Luis is running dual-path validation—deterministic rules engine as a safety net for regulated workflows. Makes total sense when the cost of a wrong answer is a compliance violation, but the compute overhead (40%) prices most teams out for lower-stakes agents.

Michelle raised the ownership question that I think is actually the root issue. We do not have a silent failure problem. We have a “nobody is responsible for correctness” problem. Her Agent Reliability function is the organizational answer to a technical question. Also, the async output sampling at 5% is brilliant—catches unknown-unknowns without adding latency.

David flipped the whole observability model on its head: forget monitoring the agent, monitor the user. If they retry or abandon immediately after an agent response, that IS your quality signal. No ML infrastructure required.

Where I Landed

We are going to layer three approaches:

  1. Golden query evals (what we already have) for known failure regression
  2. Async output sampling (stealing Michelles approach) for unknown failure discovery
  3. User behavior signals (Davids approach) for real-world impact measurement

Total estimated cost: ~$600/month in eval compute plus about 2 weeks of instrumentation work.

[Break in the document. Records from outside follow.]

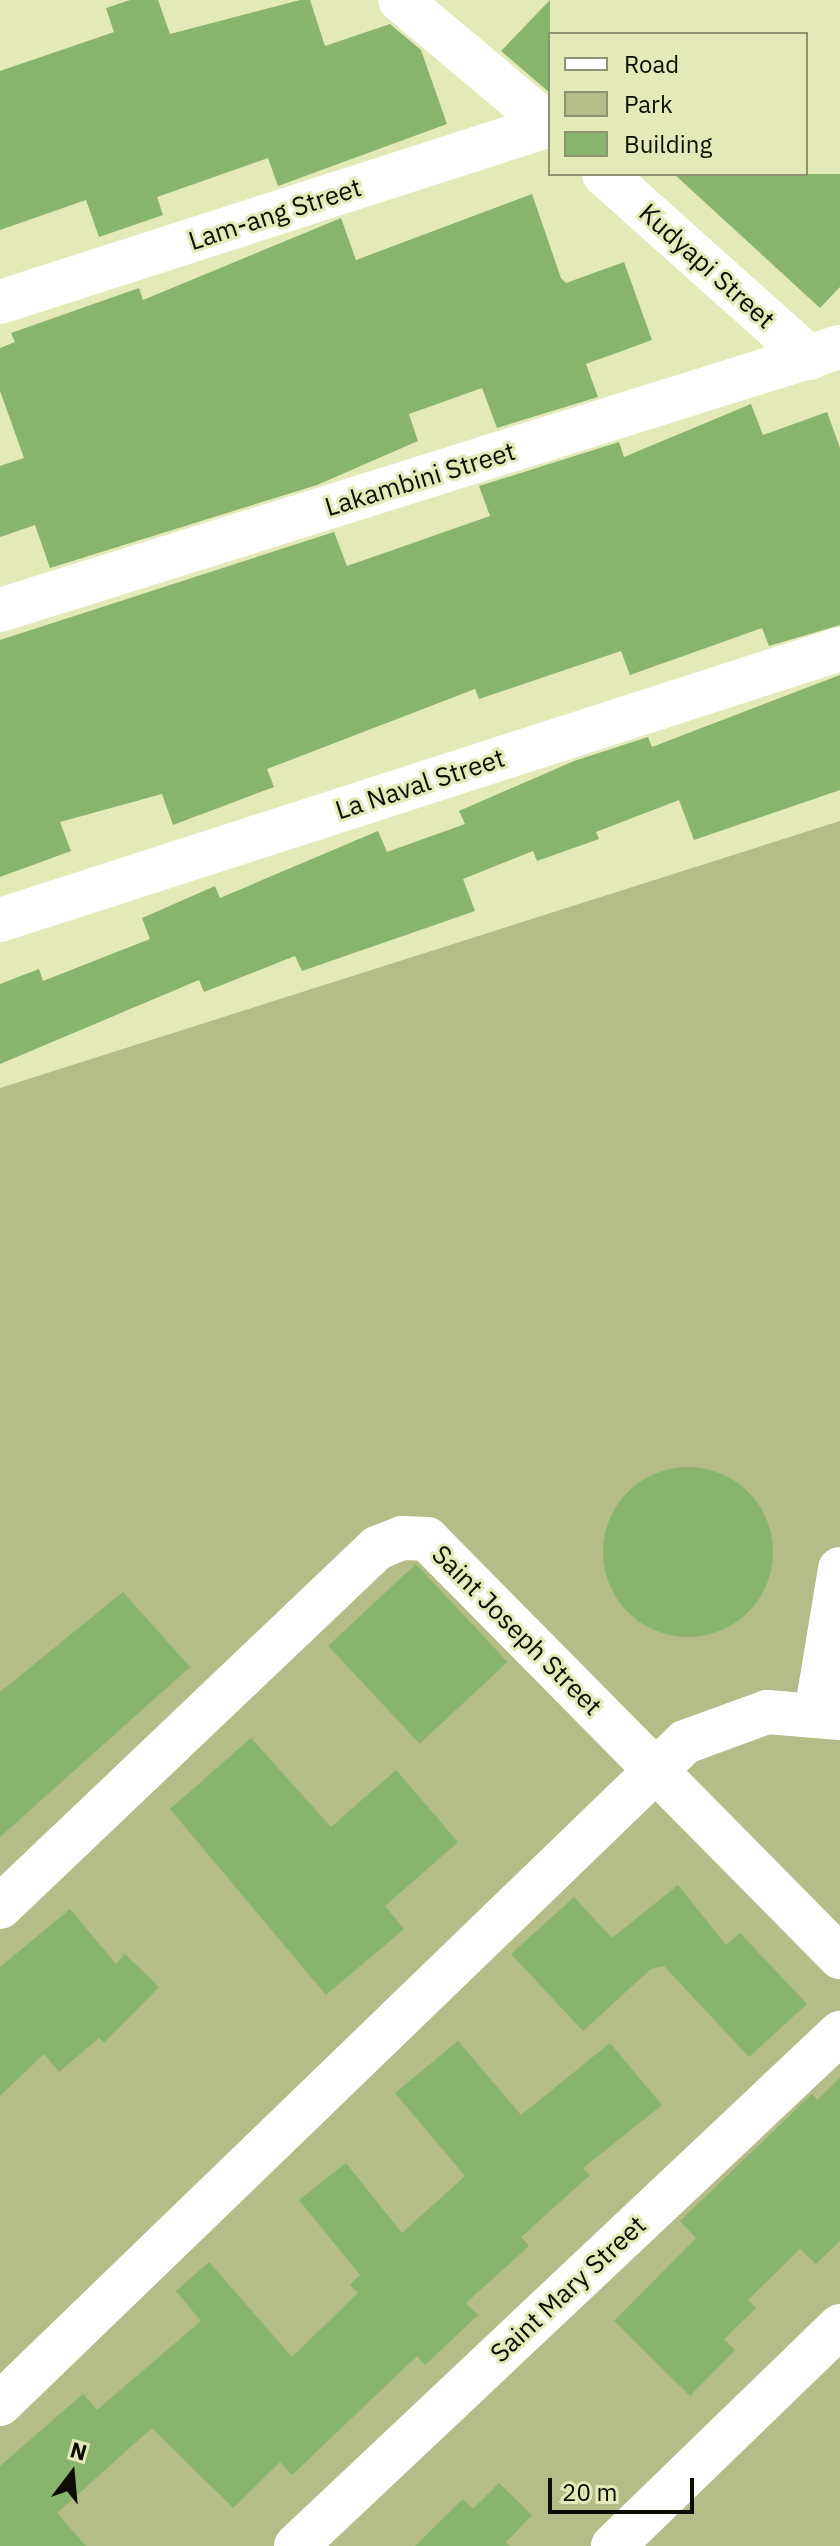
<!DOCTYPE html>
<html>
<head>
<meta charset="utf-8">
<style>
	body { margin:0 }
	#map { position:relative; width:840px; height:2546px; overflow:hidden; background:#e3eab8; font-family:"IBM Plex Sans",sans-serif }
	div>[style] { position:absolute }
	.green>* { inset:0; background:#b4bc87 }
	.building>* { inset:0; background:#88b46e; transform-origin:0 0 }
	.round { border-radius:50% }
	.minor>* { height:44px; margin:-22px; padding:0 22px; transform-origin:22px; border-radius:22px; background:#fff }
	span { translate:-50% -50%; white-space:nowrap; text-align:center; line-height:1.15; -webkit-text-stroke:6px #e3eab8; paint-order:stroke }
	.street-label { font-size:26px; color:#0d0e01 }
	.legend { position:absolute; left:548px; top:32px; width:260px; height:144px; box-sizing:border-box; background:#e3eab8; border:2px solid #8d926f; margin:0; padding:10px 14px; list-style:none; font-size:24px; color:#0d0e01 }
	.legend li { display:flex; align-items:center; gap:16px; height:40px }
	.legend b { width:40px; border:2px solid #8d926f }
	.north { position:absolute; left:32px; top:2434px; width:80px; height:80px; -webkit-text-stroke:6px #e3eab8; paint-order:stroke; rotate:16deg; font-size:22px; font-weight:700; line-height:32px; text-align:center; color:#0d0e01 }
	.north::after { content:''; display:block; margin:auto; width:28px; height:36px; background:#0d0e01; clip-path:polygon(50% 0,100% 100%,50% 72%,0 100%) }
	.scale { position:absolute; left:548px; top:2478px; width:146px; height:36px; box-sizing:border-box; border:4px solid #0d0e01; border-top:0; padding-left:10px; font-size:24px; line-height:28px; white-space:nowrap; color:#0d0e01; -webkit-text-stroke:6px #e3eab8; paint-order:stroke }
</style>
</head>
<body>
<div id="map">
	<div class="green">
		<div style="clip-path:polygon(840px 821px,840px 2546px,0 2546px,0 1088px)"></div>
	</div>
	<div class="building">
		<div style="clip-path:polygon(130px 0,158px 0,170px 34px,300px 0,310px 0,325px 46px,390px 24px,421px 50px,447px 124px,278px 186px,268px 158px,157px 197px,163px 215px,99px 237px,86px 200px,0 230px,0 71px,114px 32px,106px 8px)"></div>
		<div style="clip-path:polygon(550px 0,550px 93px,501px 51px)"></div>
		<div style="clip-path:polygon(674px 174px,840px 174px,840px 287px,820px 308px)"></div>
		<div style="clip-path:polygon(532px 194px,561px 278px,566px 283px,624px 262px,652px 340px,586px 364px,598px 397px,497px 428px,482px 388px,409px 414px,418px 441px,317px 485px,50px 568px,35px 525px,0 537px,0 466px,24px 458px,0 391px,0 348px,15px 342px,11px 333px,139px 288px,143px 300px,341px 218px,356px 260px)"></div>
		<div style="clip-path:polygon(751px 404px,763px 435px,827px 412px,840px 448px,840px 625px,769px 646px,762px 628px,630px 675px,621px 651px,479px 699px,475px 689px,267px 769px,274px 787px,173px 825px,162px 794px,60px 822px,71px 851px,0 877px,0 640px,334px 532px,347px 566px,490px 516px,479px 486px,619px 442px,624px 457px)"></div>
		<div style="clip-path:polygon(840px 675px,840px 790px,694px 840px,679px 800px,596px 832px,599px 839px,537px 861px,533px 851px,463px 879px,475px 911px,302px 971px,295px 956px,204px 992px,199px 980px,0 1064px,0 984px,39px 969px,43px 981px,150px 939px,142px 918px,215px 886px,220px 898px,378px 831px,387px 852px,465px 824px,459px 811px,574px 761px,648px 737px,652px 747px)"></div>
		<div class="round" style="left:603px;top:1467px;width:170px;height:170px"></div>
		<div style="left:416px;top:1564px;width:134px;height:120px;rotate:47deg"></div>
		<div style="clip-path:polygon(123px 1592px,190px 1667px,0 1837px,0 1692px)"></div>
		<div style="clip-path:polygon(251px 1738px,331px 1827px,396px 1770px,458px 1842px,385px 1906px,404px 1929px,326px 1995px,170px 1809px)"></div>
		<div style="clip-path:polygon(678px 1885px,726px 1945px,740px 1933px,807px 2004px,749px 2057px,664px 1966px,651px 1969px,583px 2031px,511px 1954px,574px 1897px,612px 1938px)"></div>
		<div style="clip-path:polygon(70px 1909px,116px 1964px,125px 1954px,159px 1987px,104px 2043px,99px 2038px,59px 2072px,44px 2054px,0 2096px,0 1967px)"></div>
		<div style="clip-path:polygon(458px 2041px,521px 2115px,610px 2043px,662px 2105px,583px 2168px,590px 2175px,521px 2237px,529px 2246px,466px 2303px,478px 2315px,425px 2365px,417px 2356px,292px 2475px,280px 2462px,233px 2508px,152px 2428px,57px 2513px,86px 2546px,0 2546px,0 2466px,83px 2394px,97px 2410px,201px 2321px,176px 2291px,209px 2262px,292px 2357px,358px 2293px,350px 2285px,360px 2275px,299px 2200px,346px 2163px,402px 2233px,465px 2176px,395px 2093px)"></div>
		<div style="clip-path:polygon(840px 2078px,840px 2241px,816px 2264px,800px 2249px,748px 2300px,756px 2308px,724px 2339px,735px 2350px,690px 2396px,614px 2321px,696px 2238px,680px 2221px,812px 2094px,817px 2100px)"></div>
		<div style="clip-path:polygon(499px 2483px,532px 2515px,506px 2542px,510px 2546px,415px 2546px,463px 2499px,473px 2509px)"></div>
	</div>
	<div class="minor">
		<div style="left:400px;top:0;width:196px;rotate:40deg"></div>
		<div style="left:604px;top:174px;width:276px;rotate:41.8deg"></div>
		<div style="left:0;top:302px;width:578px;rotate:-17.84deg"></div>
		<div style="left:0;top:610px;width:880px;rotate:-17.39deg"></div>
		<div style="left:0;top:920px;width:883px;rotate:-17.88deg"></div>
		<div style="left:816px;top:1714px;width:147px;rotate:-80.6deg"></div>
		<div style="left:0;top:1907px;width:521px;rotate:-43.6deg"></div>
		<div style="left:377px;top:1548px;width:27px;rotate:-22deg"></div>
		<div style="left:402px;top:1538px;width:25px;rotate:2deg"></div>
		<div style="left:427px;top:1539px;width:588px;rotate:45.34deg"></div>
		<div style="left:0;top:2404px;width:953px;rotate:-44.02deg"></div>
		<div style="left:685px;top:1742px;width:87px;rotate:-20.1deg"></div>
		<div style="left:767px;top:1712px;width:73px;rotate:4.7deg"></div>
		<div style="left:296px;top:2546px;width:748px;rotate:-43.32deg"></div>
		<div style="left:613px;top:2546px;width:316px;rotate:-44.1deg"></div>
	</div>
	<div class="street-label">
		<span style="left:275px;top:214px;rotate:-18deg">Lam-ang Street</span>
		<span style="left:707px;top:266px;rotate:42deg">Kudyapi Street</span>
		<span style="left:420px;top:479px;rotate:-17deg">Lakambini Street</span>
		<span style="left:420px;top:784px;rotate:-18deg">La Naval Street</span>
		<span style="left:517px;top:1630px;rotate:45deg">Saint Joseph Street</span>
		<span style="left:568px;top:2289px;rotate:-43deg">Saint Mary Street</span>
	</div>
	<ul class="legend">
	<li><b style="height:10px;background:#fff"></b>Road</li>
	<li><b style="height:22px;background:#b4bc87"></b>Park</li>
	<li><b style="height:22px;background:#88b46e"></b>Building</li>
	</ul>
	<div class="north">N</div>
	<div class="scale">20 m</div>
</div>
</body>
</html>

The thing I keep coming back to is Luiss closing line: “Silence means you have not looked.” That is going on a sticky note next to my monitor.

For anyone reading this later and wondering where to start: just start with the user behavior signals. You already have the analytics. You already have the data. You just need to correlate “agent responded” with “user succeeded.” If those two things diverge, you have found your first silent failure.

The fancy eval infrastructure can come later. Step one is admitting you have a detection gap.